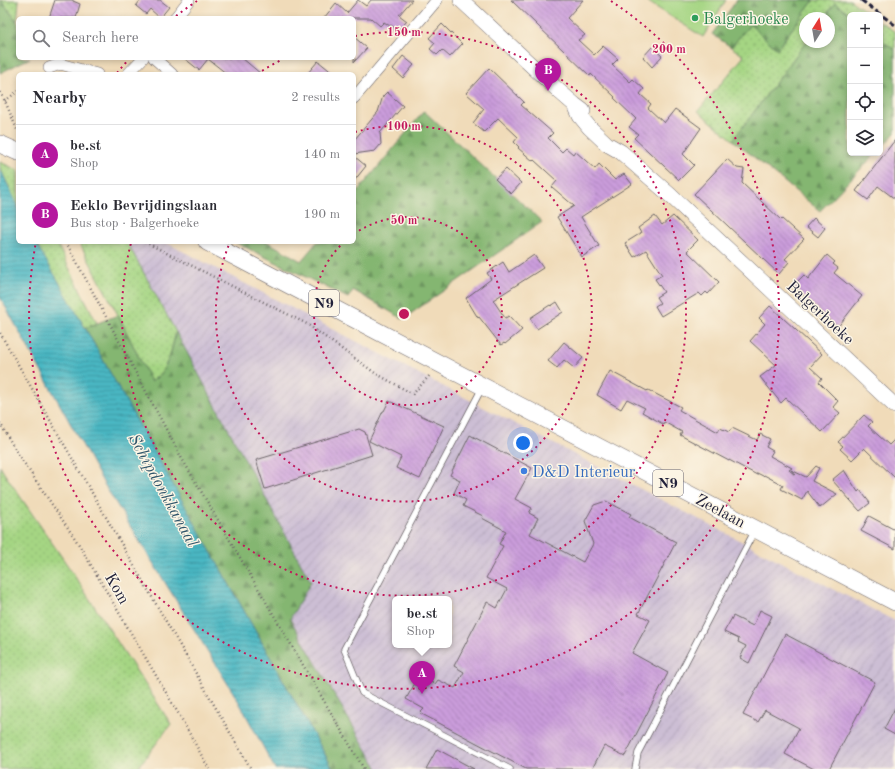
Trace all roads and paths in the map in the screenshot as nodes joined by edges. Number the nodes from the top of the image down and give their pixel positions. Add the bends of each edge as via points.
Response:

==

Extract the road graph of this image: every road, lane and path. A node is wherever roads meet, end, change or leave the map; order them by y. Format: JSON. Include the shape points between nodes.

Your objective
Lines above that contain the string "nodes" make up the answer.

Expected output
Trace all roads and paths in the map in the screenshot as nodes joined by edges. Number the nodes from the top of the image down and give their pixel positions. Add the bends of each edge as via points.
Extract the road graph of this image: every road, lane and path. A node is wherever roads meet, end, change or leave the map; order them by y. Format: JSON. Include the shape points between nodes.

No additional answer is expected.